Intipuqueño Restaurant in Baltimore: Peruvian Ceviches and Rotisserie Chicken on Fayette Street
Intipuqueño is a Peruvian restaurant in West Baltimore that specializes in ceviche, anticuchos (grilled meat skewers), and pollo a la brasa (rotisserie chicken), served in a modest dining room with counter and table seating. The kitchen handles preparation in-house, and the menu reflects regional Peruvian cooking rather than pan-Latin American fusion. It occupies a narrow storefront on Fayette Street and draws a mix of neighborhood regulars and diners seeking alternatives to the larger Latin American establishments clustered in Fells Point.
What Intipuqueño actually is
This is a casual, counter-service focused restaurant where you order at a register and either sit at small tables or eat standing at a high bar. The space is compact, with minimal decoration beyond a few flags and photographs. Service is straightforward: no waitstaff circulates, and you clear your own table. The pace suits lunch crowds and families on weeknight dinners; weekend evenings can feel cramped if more than a dozen customers are seated at once. Unlike sit-down Latin American restaurants in Federal Hill or Canton, Intipuqueño prioritizes throughput and authenticity of preparation over ambiance.
Menu and pricing
Ceviches anchor the menu at 13 to 16 dollars per order, typically served with cancha (toasted corn kernels) and sweet potato on the side. The restaurant rotates fish availability, so the specific catch changes; asking the staff what came in that morning is standard. Rotisserie chicken plates, available as quarters or halves, run 10 to 14 dollars and include rice, beans, and a small salad. Anticuchos (beef heart skewers) cost 8 to 12 dollars per order. Tamales and empanadas run 2 to 4 dollars each. Beverages include aguas frescas (rice water, horchata), inca cola, and small bottled sodas rather than fountain drinks. Prices reflect operating costs and have risen modestly over recent years; confirm current pricing before visiting, as menu adjustments occur seasonally and supply-dependent.
How it compares to other Latin American options in Baltimore
Intipuqueño differs from larger Peruvian venues like those in Fells Point by maintaining tight focus on central Peruvian techniques rather than expanding into pan-Latin American appetizers and cocktails. The ceviche here is more austere than at restaurants that garnish with avocado or add fruit elements; it relies on the quality of raw fish and the balance of lime, onion, and chili. If you want Peruvian food with full bar service and tableside service, restaurants in Fells Point offer that at higher price points and with longer waits. If you want speed, neighborhood accessibility, and rotisserie chicken as a reliable main, Intipuqueño suits the need. Against Mexican taquerias in West Baltimore, Intipuqueño is a different regional cuisine entirely; it does not compete on taco variety but on the specificity of ceviche and anticuchos, which few West Baltimore restaurants prepare.

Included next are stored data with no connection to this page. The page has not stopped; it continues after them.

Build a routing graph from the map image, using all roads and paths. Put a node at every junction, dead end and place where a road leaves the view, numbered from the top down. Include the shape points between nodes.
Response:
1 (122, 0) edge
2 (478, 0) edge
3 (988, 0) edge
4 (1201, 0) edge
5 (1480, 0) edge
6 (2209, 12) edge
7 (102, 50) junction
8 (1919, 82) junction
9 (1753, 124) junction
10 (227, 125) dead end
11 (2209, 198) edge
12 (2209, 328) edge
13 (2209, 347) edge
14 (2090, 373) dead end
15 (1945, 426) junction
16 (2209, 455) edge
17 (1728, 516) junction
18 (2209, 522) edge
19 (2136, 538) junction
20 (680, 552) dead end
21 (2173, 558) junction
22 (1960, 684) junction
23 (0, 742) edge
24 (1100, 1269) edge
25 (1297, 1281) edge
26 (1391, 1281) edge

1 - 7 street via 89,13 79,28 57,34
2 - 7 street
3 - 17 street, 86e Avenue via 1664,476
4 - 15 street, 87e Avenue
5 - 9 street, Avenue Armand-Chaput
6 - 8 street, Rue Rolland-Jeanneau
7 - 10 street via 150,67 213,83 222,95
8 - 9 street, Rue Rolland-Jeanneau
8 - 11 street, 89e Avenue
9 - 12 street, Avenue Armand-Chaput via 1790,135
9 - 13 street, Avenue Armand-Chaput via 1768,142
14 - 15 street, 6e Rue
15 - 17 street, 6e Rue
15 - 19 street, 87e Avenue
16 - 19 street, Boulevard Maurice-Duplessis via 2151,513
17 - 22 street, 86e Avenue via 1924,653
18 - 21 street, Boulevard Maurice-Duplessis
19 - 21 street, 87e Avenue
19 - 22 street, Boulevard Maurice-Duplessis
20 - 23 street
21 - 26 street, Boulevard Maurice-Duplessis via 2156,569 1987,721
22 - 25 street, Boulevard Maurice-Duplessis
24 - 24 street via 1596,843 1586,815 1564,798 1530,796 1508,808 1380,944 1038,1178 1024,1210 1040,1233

Who it suits and who it does not
Intipuqueño works well for weekday lunch if you work or live in West Baltimore and want a meal under 20 dollars that is not sandwich-based. It suits diners comfortable ordering at a counter and sitting elbow-to-elbow with strangers or friends. It does not suit parties seeking private or quiet space, lengthy drinks menus, or table service. It also does not suit anyone with rigid expectations about fish type; the ceviche changes based on what the supplier delivers, and the kitchen will not substitute without consultation. Families with children do eat here, but the tight seating and high-turnover pace can make lingering difficult.
What the first visit involves
Walk in, scan the handwritten or printed menu posted at the counter, and ask the staff what ceviches and proteins are available that day. Describe your preferences (mild or spicy, fish or shellfish, bone-in or boneless chicken). The staff will guide you through portions and pricing. Pay, take a number, collect napkins and hot sauce from the station, and find a seat. Food emerges in 5 to 10 minutes. Plates come with minimal garnish; the experience centers on the food itself rather than presentation. Eat, clear your table, and leave. No tipping jar is visible, though small cash tips are accepted if you choose to leave them.
Hours, parking, and logistics
Intipuqueño operates Tuesday through Saturday, 11 a.m. to 8 p.m., and Sunday 11 a.m. to 6 p.m.; confirm hours in advance, as they can shift seasonally. It is closed Mondays. The storefront sits on Fayette Street in West Baltimore, with street parking available along the block and in surrounding residential neighborhoods. No dedicated lot exists. Bus access via MTA routes is reliable, and the location is a short walk from several stops. The restaurant does not take phone orders or reservations; you must appear in person to order.
Intipuqueño fills a specific gap in Baltimore's Latin American dining landscape: it offers Peruvian cooking at neighborhood prices without sacrificing technique, making it a reliable choice for ceviche and rotisserie chicken when you want the food to speak for itself.